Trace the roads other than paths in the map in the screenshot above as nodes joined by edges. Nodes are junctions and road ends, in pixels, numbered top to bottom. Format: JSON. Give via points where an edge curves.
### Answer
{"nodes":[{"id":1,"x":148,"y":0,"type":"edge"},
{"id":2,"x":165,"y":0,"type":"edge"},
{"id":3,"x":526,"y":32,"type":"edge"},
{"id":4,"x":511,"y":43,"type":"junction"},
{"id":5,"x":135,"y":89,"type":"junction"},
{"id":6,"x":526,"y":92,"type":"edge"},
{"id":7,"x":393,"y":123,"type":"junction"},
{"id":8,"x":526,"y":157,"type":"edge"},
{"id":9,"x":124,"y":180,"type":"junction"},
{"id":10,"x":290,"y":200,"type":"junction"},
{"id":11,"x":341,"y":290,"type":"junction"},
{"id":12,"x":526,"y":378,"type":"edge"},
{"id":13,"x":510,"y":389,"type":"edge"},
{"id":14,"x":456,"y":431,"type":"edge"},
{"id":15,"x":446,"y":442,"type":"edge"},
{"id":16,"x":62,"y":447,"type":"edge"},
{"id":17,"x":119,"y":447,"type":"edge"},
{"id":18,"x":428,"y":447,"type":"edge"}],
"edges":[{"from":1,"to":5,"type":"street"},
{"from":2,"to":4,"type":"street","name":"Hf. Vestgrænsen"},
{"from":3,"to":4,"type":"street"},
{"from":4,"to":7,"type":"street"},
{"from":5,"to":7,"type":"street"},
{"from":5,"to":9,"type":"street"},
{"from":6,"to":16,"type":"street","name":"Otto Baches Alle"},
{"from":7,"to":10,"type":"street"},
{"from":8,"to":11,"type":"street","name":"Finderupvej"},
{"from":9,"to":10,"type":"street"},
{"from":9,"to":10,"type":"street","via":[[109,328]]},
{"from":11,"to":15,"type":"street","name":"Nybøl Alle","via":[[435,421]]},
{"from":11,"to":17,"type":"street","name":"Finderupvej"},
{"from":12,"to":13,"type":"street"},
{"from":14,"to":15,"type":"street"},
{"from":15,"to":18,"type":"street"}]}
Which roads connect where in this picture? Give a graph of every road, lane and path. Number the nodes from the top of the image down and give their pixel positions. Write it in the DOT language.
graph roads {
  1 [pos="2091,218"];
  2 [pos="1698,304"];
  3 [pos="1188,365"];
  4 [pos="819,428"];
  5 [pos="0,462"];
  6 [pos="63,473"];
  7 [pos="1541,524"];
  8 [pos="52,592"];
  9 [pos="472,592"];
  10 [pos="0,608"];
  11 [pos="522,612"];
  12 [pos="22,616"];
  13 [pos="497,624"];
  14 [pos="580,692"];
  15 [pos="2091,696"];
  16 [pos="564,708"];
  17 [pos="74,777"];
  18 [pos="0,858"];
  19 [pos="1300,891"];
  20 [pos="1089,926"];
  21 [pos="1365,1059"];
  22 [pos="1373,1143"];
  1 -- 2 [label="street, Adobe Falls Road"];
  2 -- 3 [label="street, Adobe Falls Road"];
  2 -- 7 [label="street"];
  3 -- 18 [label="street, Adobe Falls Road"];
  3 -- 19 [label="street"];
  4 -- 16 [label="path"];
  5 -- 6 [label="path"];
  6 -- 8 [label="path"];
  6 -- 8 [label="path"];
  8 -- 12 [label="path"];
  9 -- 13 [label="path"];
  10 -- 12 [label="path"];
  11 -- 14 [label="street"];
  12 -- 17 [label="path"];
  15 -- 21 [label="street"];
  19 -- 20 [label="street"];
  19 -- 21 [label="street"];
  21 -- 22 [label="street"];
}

#### WHAT YOU NEED TO DO
What is needed is every line of the records above that contains the word "Finderupvej".

#### TASK OUTPUT
{"from":8,"to":11,"type":"street","name":"Finderupvej"},
{"from":11,"to":17,"type":"street","name":"Finderupvej"},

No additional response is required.